Work task: Find out how many lines of the listing below include "dead" and report only that number.
★ ★ ★ ★ ★ ★ ★
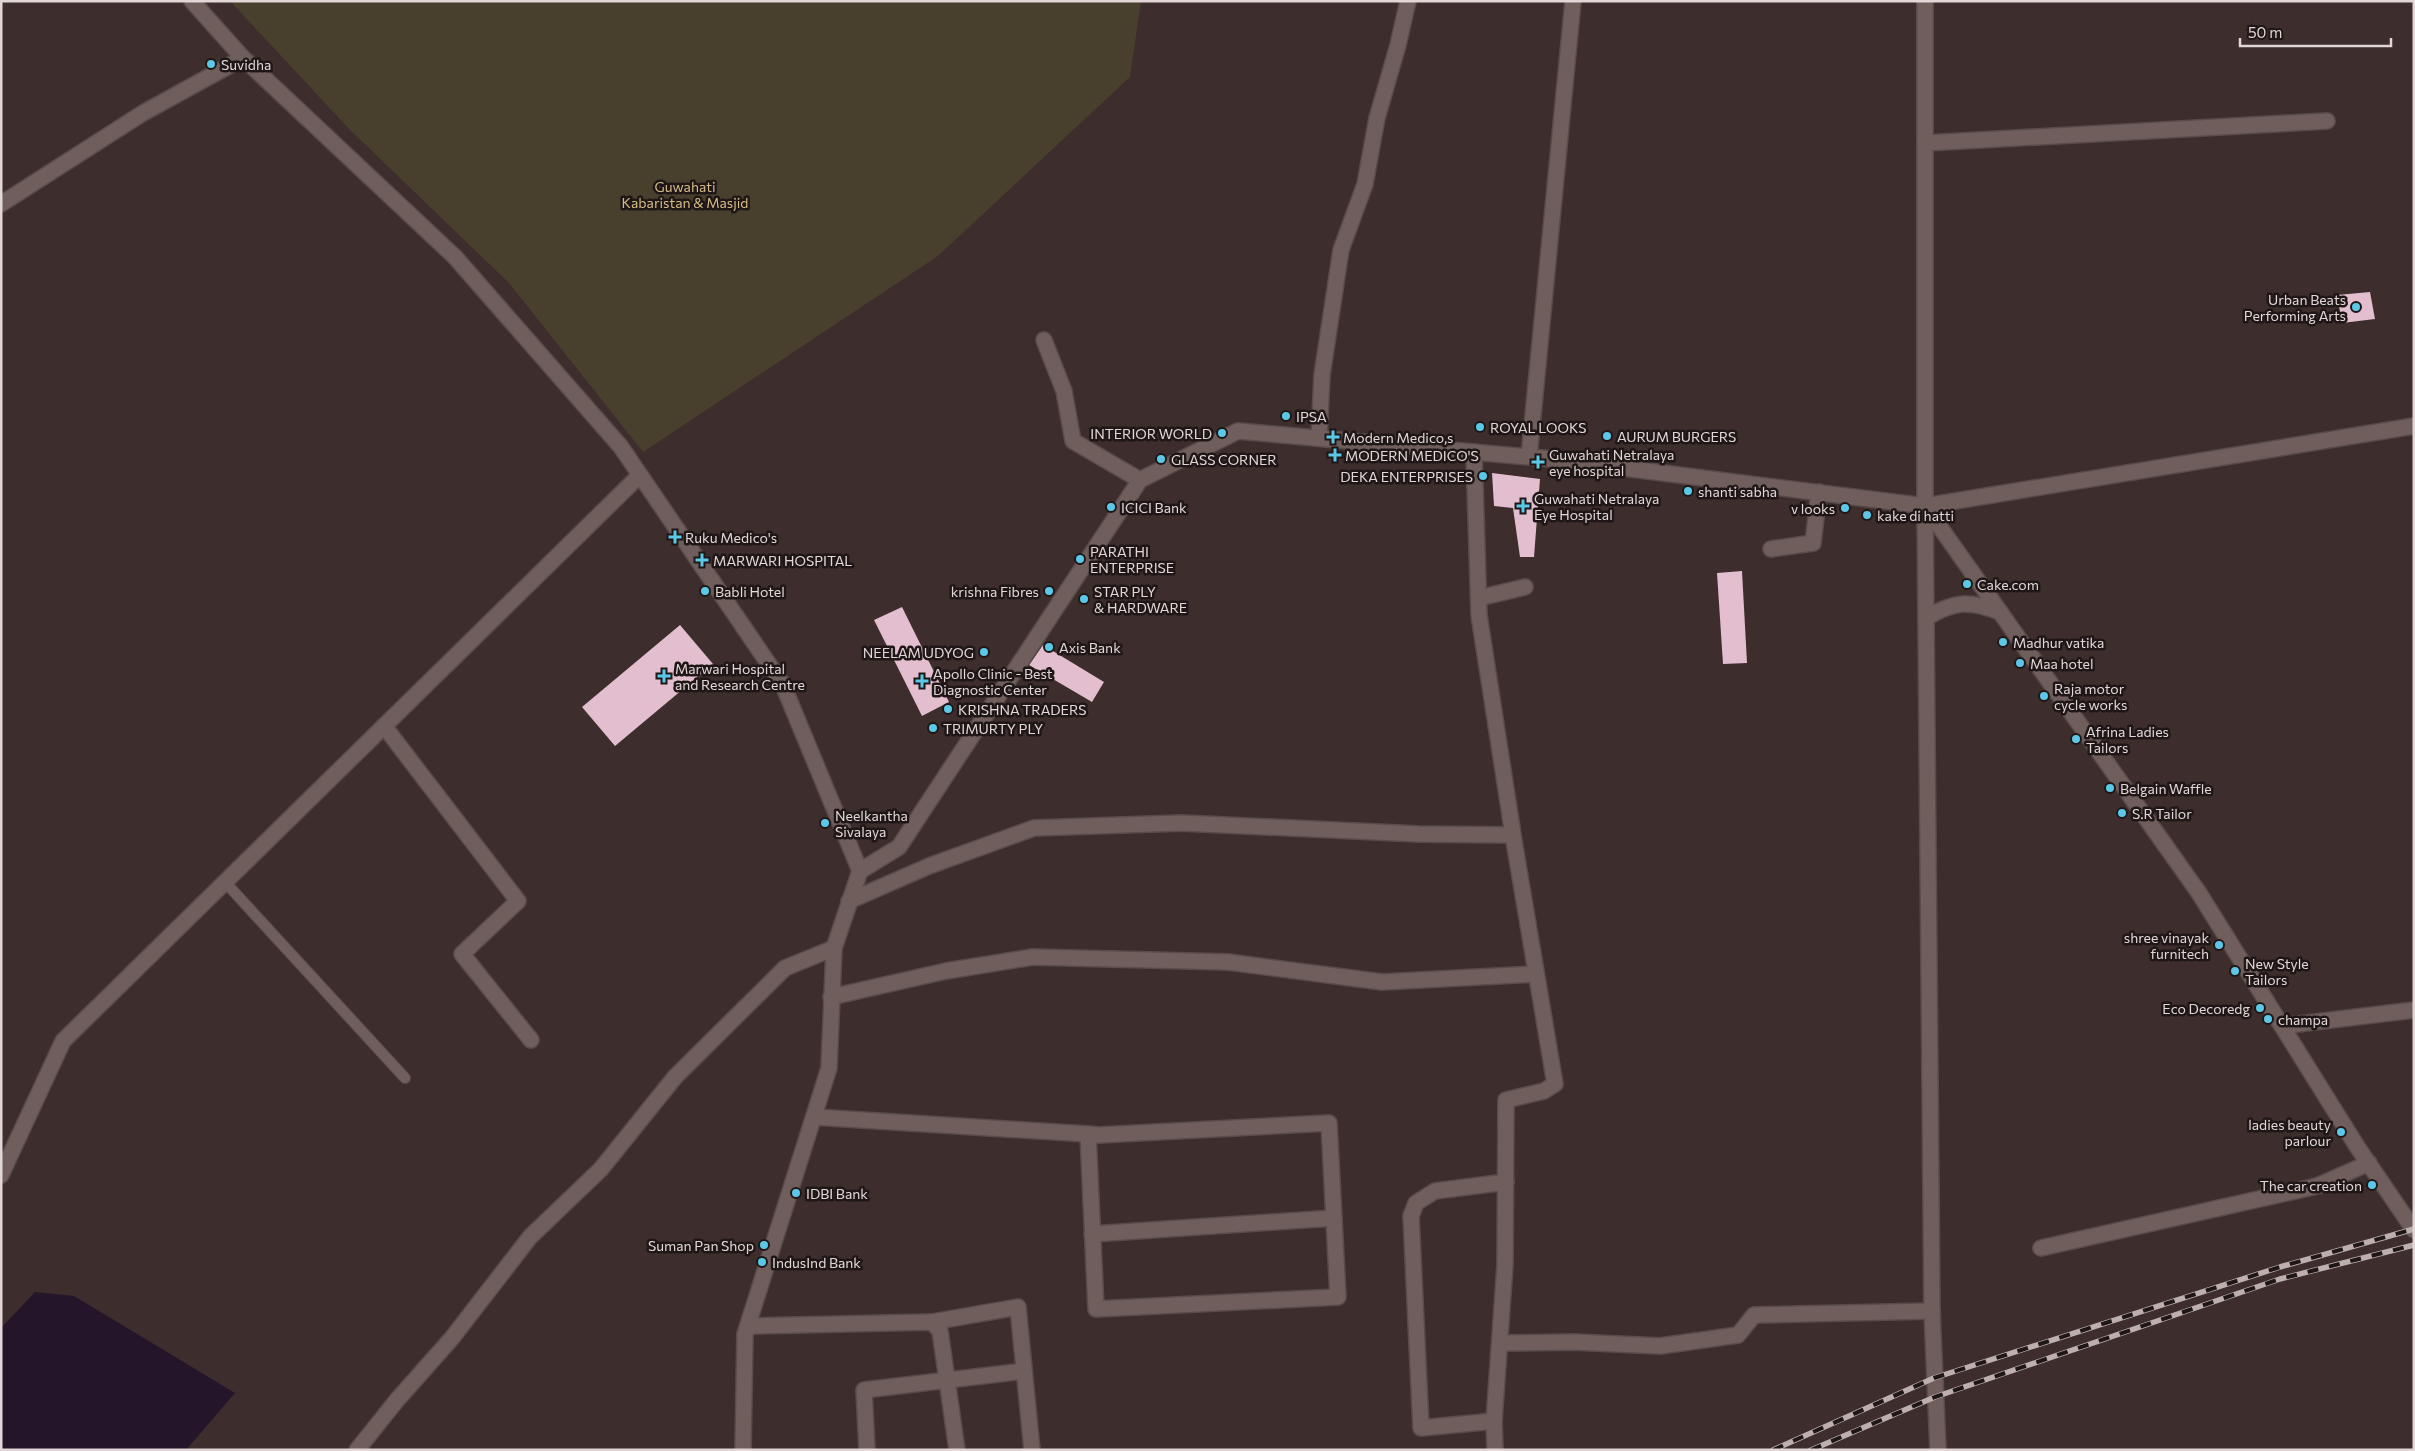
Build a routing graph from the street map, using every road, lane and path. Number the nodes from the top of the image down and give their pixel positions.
1 (192, 1) edge
2 (1408, 1) edge
3 (1573, 1) edge
4 (1925, 1) edge
5 (243, 58) junction
6 (2327, 121) dead end
7 (1925, 143) junction
8 (1, 204) edge
9 (1044, 340) dead end
10 (2414, 426) edge
11 (1319, 438) junction
12 (1474, 452) junction
13 (1528, 457) junction
14 (640, 475) junction
15 (1140, 480) junction
16 (1819, 492) junction
17 (1925, 506) junction
18 (1771, 549) dead end
19 (1525, 587) dead end
20 (1479, 598) junction
21 (2000, 612) junction
22 (1926, 618) junction
23 (384, 726) junction
24 (1513, 835) junction
25 (860, 871) junction
26 (225, 882) junction
27 (850, 901) junction
28 (834, 948) junction
29 (1536, 974) junction
30 (831, 997) junction
31 (2414, 1010) edge
32 (2282, 1026) junction
33 (531, 1040) dead end
34 (404, 1078) dead end
35 (814, 1116) junction
36 (1088, 1134) junction
37 (2369, 1163) junction
38 (1, 1175) edge
39 (1506, 1182) junction
40 (1334, 1218) junction
41 (2414, 1230) edge
42 (1092, 1234) junction
43 (2041, 1248) dead end
44 (1932, 1311) junction
45 (932, 1322) junction
46 (748, 1326) junction
47 (1500, 1343) junction
48 (1024, 1371) junction
49 (946, 1379) junction
50 (1494, 1421) junction
51 (357, 1450) edge
52 (742, 1450) edge
53 (867, 1450) edge
54 (957, 1450) edge
55 (1032, 1450) edge
56 (1495, 1450) edge
57 (1938, 1450) edge

1 - 5 street
2 - 11 street
3 - 13 street
4 - 7 street
5 - 8 street
5 - 14 street
6 - 7 street
7 - 17 street
9 - 15 street
10 - 17 street
11 - 12 street
11 - 15 street
12 - 13 street
12 - 20 street
13 - 16 street
14 - 23 street
14 - 25 street
15 - 25 street
16 - 17 street
16 - 18 street
17 - 21 street
17 - 22 street
19 - 20 street
20 - 24 street
21 - 22 street
21 - 32 street
22 - 44 street
23 - 26 street
23 - 33 street
24 - 27 street
24 - 29 street
25 - 27 street
26 - 34 lane
26 - 38 street
27 - 28 street
28 - 30 street
28 - 51 street
29 - 30 street
29 - 39 street
30 - 35 street
31 - 32 street
32 - 37 street
35 - 36 street
35 - 46 street
36 - 40 street
36 - 42 street
37 - 41 street
37 - 43 street
39 - 47 street
39 - 50 street
40 - 42 street
40 - 42 street
44 - 47 street
44 - 57 street
45 - 46 street
45 - 48 street
45 - 49 street
46 - 52 street
47 - 50 street
48 - 49 street
48 - 55 street
49 - 53 street
49 - 54 street
50 - 56 street

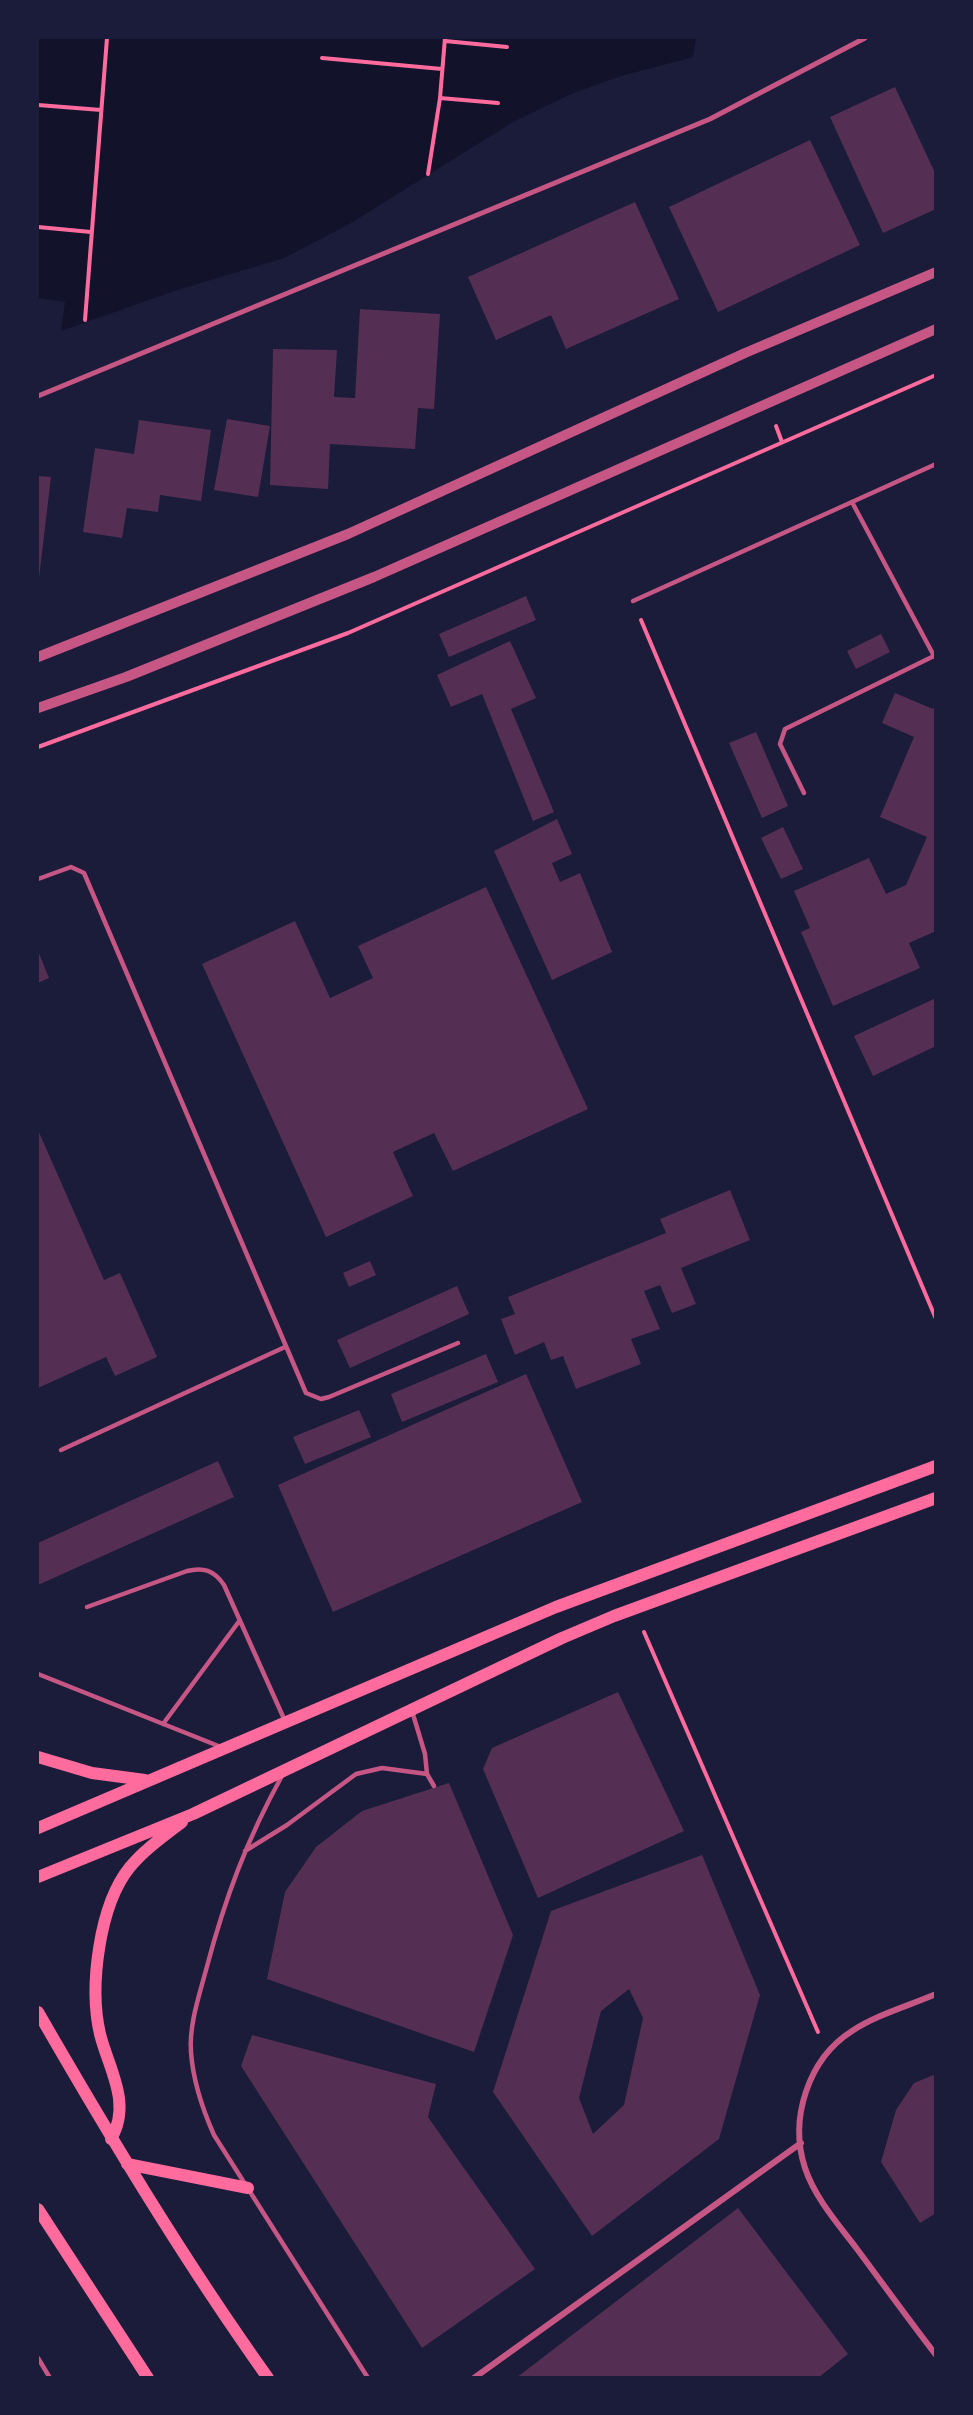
★ ★ ★ ★ ★ ★ ★
Response for this exercise: 7